PROBLEM
The records that follow are to be given again exactly.

╭─ EXTRACTED INFORMATION

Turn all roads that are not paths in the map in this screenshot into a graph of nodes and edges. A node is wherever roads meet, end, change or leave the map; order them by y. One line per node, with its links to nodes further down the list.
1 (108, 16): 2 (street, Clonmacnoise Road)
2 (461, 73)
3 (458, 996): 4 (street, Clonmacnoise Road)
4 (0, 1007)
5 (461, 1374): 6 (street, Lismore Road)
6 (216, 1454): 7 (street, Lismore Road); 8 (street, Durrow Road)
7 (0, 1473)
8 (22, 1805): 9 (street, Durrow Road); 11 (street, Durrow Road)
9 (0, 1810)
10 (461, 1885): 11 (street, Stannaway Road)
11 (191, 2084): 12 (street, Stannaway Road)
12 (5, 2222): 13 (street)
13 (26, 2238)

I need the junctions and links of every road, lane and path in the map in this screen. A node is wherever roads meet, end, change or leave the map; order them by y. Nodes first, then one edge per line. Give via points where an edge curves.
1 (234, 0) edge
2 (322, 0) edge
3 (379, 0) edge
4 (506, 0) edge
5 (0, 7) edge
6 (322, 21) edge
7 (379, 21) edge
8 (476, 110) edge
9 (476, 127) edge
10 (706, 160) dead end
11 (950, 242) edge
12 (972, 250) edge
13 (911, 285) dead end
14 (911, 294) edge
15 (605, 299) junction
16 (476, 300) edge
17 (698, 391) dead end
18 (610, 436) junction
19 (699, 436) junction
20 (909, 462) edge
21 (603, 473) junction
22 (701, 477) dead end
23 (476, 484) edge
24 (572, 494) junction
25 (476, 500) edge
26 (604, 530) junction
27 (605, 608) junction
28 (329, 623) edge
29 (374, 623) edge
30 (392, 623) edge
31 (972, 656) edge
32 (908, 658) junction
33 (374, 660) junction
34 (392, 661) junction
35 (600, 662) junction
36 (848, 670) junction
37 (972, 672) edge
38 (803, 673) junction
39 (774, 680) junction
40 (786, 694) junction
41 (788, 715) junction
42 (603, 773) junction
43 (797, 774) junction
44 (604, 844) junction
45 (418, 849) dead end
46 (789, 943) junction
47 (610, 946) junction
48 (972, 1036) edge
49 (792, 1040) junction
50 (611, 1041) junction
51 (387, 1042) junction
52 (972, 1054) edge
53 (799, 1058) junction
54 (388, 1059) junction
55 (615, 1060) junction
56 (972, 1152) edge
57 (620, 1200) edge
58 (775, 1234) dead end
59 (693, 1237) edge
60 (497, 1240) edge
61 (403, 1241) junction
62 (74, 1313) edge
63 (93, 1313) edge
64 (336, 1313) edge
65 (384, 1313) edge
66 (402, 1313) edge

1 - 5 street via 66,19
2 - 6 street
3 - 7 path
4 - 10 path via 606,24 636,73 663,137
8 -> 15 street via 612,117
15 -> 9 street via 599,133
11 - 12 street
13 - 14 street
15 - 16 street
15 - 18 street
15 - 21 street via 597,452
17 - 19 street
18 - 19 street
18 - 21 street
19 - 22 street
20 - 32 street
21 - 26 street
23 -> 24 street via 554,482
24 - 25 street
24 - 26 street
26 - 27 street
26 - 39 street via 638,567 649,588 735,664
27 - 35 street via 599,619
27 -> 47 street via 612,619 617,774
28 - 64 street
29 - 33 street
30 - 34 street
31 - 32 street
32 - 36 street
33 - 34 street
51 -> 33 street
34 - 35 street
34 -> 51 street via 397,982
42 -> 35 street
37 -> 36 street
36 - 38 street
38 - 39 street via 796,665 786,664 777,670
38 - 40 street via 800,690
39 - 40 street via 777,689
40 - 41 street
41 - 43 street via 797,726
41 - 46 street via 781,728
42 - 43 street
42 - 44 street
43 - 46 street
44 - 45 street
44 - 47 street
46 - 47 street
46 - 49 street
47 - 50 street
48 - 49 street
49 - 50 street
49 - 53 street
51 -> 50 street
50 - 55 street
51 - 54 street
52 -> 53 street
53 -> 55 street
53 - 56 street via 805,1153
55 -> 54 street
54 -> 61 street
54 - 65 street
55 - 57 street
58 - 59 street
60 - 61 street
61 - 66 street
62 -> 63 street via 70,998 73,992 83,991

╰─

EXPECTED OUTPUT
Turn all roads that are not paths in the map in this screenshot into a graph of nodes and edges. A node is wherever roads meet, end, change or leave the map; order them by y. One line per node, with its links to nodes further down the list.
1 (108, 16): 2 (street, Clonmacnoise Road)
2 (461, 73)
3 (458, 996): 4 (street, Clonmacnoise Road)
4 (0, 1007)
5 (461, 1374): 6 (street, Lismore Road)
6 (216, 1454): 7 (street, Lismore Road); 8 (street, Durrow Road)
7 (0, 1473)
8 (22, 1805): 9 (street, Durrow Road); 11 (street, Durrow Road)
9 (0, 1810)
10 (461, 1885): 11 (street, Stannaway Road)
11 (191, 2084): 12 (street, Stannaway Road)
12 (5, 2222): 13 (street)
13 (26, 2238)

I need the junctions and links of every road, lane and path in the map in this screen. A node is wherever roads meet, end, change or leave the map; order them by y. Nodes first, then one edge per line. Give via points where an edge curves.
1 (234, 0) edge
2 (322, 0) edge
3 (379, 0) edge
4 (506, 0) edge
5 (0, 7) edge
6 (322, 21) edge
7 (379, 21) edge
8 (476, 110) edge
9 (476, 127) edge
10 (706, 160) dead end
11 (950, 242) edge
12 (972, 250) edge
13 (911, 285) dead end
14 (911, 294) edge
15 (605, 299) junction
16 (476, 300) edge
17 (698, 391) dead end
18 (610, 436) junction
19 (699, 436) junction
20 (909, 462) edge
21 (603, 473) junction
22 (701, 477) dead end
23 (476, 484) edge
24 (572, 494) junction
25 (476, 500) edge
26 (604, 530) junction
27 (605, 608) junction
28 (329, 623) edge
29 (374, 623) edge
30 (392, 623) edge
31 (972, 656) edge
32 (908, 658) junction
33 (374, 660) junction
34 (392, 661) junction
35 (600, 662) junction
36 (848, 670) junction
37 (972, 672) edge
38 (803, 673) junction
39 (774, 680) junction
40 (786, 694) junction
41 (788, 715) junction
42 (603, 773) junction
43 (797, 774) junction
44 (604, 844) junction
45 (418, 849) dead end
46 (789, 943) junction
47 (610, 946) junction
48 (972, 1036) edge
49 (792, 1040) junction
50 (611, 1041) junction
51 (387, 1042) junction
52 (972, 1054) edge
53 (799, 1058) junction
54 (388, 1059) junction
55 (615, 1060) junction
56 (972, 1152) edge
57 (620, 1200) edge
58 (775, 1234) dead end
59 (693, 1237) edge
60 (497, 1240) edge
61 (403, 1241) junction
62 (74, 1313) edge
63 (93, 1313) edge
64 (336, 1313) edge
65 (384, 1313) edge
66 (402, 1313) edge

1 - 5 street via 66,19
2 - 6 street
3 - 7 path
4 - 10 path via 606,24 636,73 663,137
8 -> 15 street via 612,117
15 -> 9 street via 599,133
11 - 12 street
13 - 14 street
15 - 16 street
15 - 18 street
15 - 21 street via 597,452
17 - 19 street
18 - 19 street
18 - 21 street
19 - 22 street
20 - 32 street
21 - 26 street
23 -> 24 street via 554,482
24 - 25 street
24 - 26 street
26 - 27 street
26 - 39 street via 638,567 649,588 735,664
27 - 35 street via 599,619
27 -> 47 street via 612,619 617,774
28 - 64 street
29 - 33 street
30 - 34 street
31 - 32 street
32 - 36 street
33 - 34 street
51 -> 33 street
34 - 35 street
34 -> 51 street via 397,982
42 -> 35 street
37 -> 36 street
36 - 38 street
38 - 39 street via 796,665 786,664 777,670
38 - 40 street via 800,690
39 - 40 street via 777,689
40 - 41 street
41 - 43 street via 797,726
41 - 46 street via 781,728
42 - 43 street
42 - 44 street
43 - 46 street
44 - 45 street
44 - 47 street
46 - 47 street
46 - 49 street
47 - 50 street
48 - 49 street
49 - 50 street
49 - 53 street
51 -> 50 street
50 - 55 street
51 - 54 street
52 -> 53 street
53 -> 55 street
53 - 56 street via 805,1153
55 -> 54 street
54 -> 61 street
54 - 65 street
55 - 57 street
58 - 59 street
60 - 61 street
61 - 66 street
62 -> 63 street via 70,998 73,992 83,991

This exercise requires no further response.